Task prompt
Among the entries below, how many lines have the string "Rataja" in them? Only the number should be given.

Records supplied
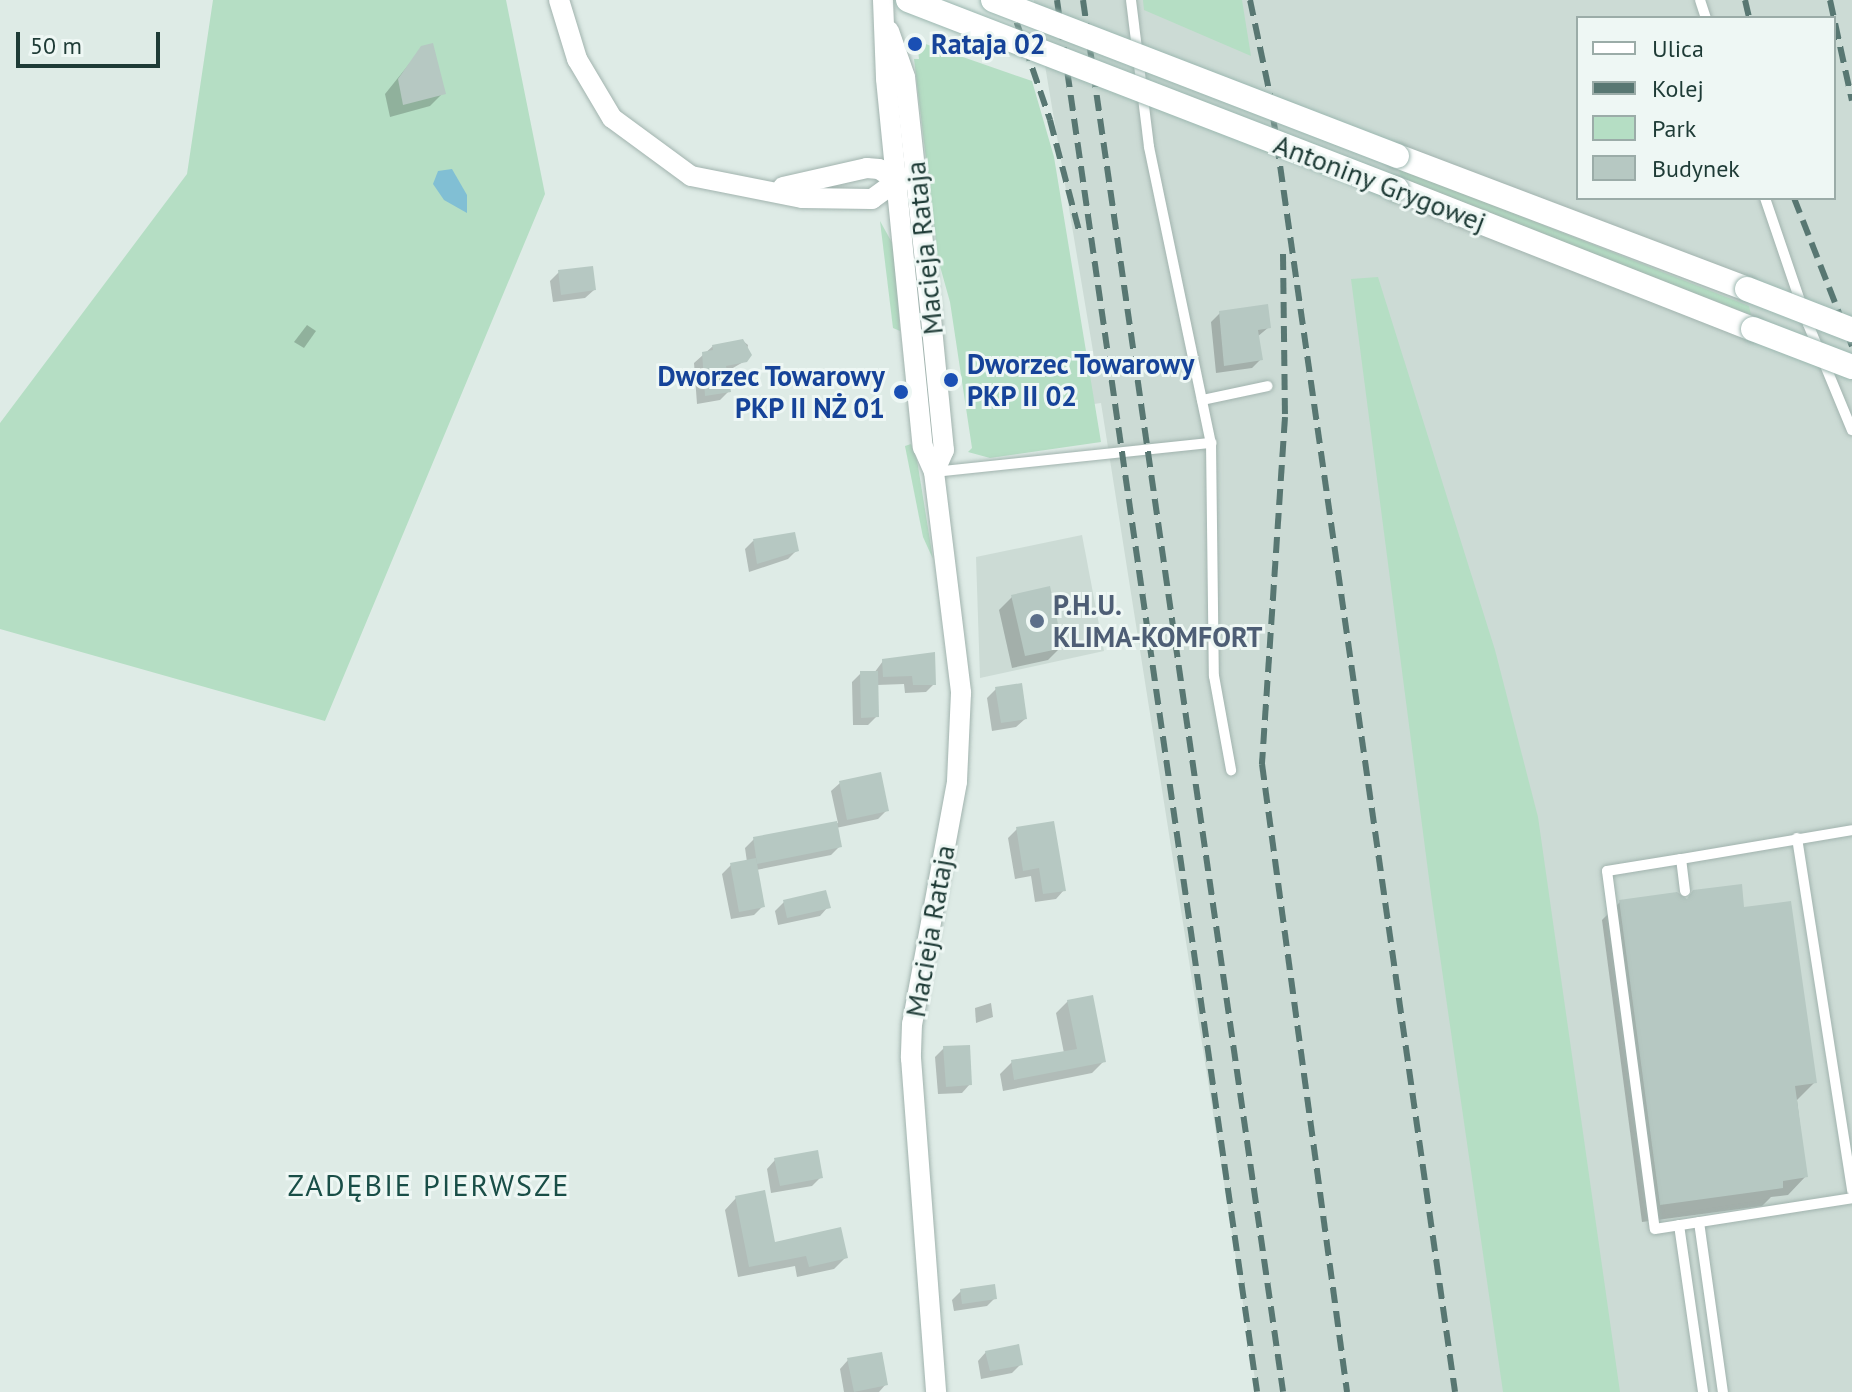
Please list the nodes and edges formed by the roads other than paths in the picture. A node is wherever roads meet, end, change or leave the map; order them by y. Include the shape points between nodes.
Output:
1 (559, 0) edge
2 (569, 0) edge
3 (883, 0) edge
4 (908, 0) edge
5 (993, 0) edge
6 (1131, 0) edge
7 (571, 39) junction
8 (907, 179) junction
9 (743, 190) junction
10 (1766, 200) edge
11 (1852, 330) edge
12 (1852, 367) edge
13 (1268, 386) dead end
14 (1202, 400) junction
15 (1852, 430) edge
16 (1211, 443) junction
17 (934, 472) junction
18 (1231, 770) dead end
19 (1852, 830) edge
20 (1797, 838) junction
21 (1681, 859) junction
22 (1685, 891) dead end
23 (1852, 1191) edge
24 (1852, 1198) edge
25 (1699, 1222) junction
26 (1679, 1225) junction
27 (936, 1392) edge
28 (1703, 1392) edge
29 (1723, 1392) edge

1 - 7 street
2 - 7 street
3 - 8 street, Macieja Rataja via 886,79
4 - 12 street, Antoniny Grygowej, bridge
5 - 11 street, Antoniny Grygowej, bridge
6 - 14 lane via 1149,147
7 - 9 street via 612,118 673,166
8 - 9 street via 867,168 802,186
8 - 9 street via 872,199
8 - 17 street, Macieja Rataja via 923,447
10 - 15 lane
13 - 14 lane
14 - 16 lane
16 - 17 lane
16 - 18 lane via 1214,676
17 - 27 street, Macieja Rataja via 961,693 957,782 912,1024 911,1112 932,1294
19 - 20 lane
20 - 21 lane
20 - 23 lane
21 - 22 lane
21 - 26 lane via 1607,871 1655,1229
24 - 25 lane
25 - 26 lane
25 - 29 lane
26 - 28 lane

Expected output
3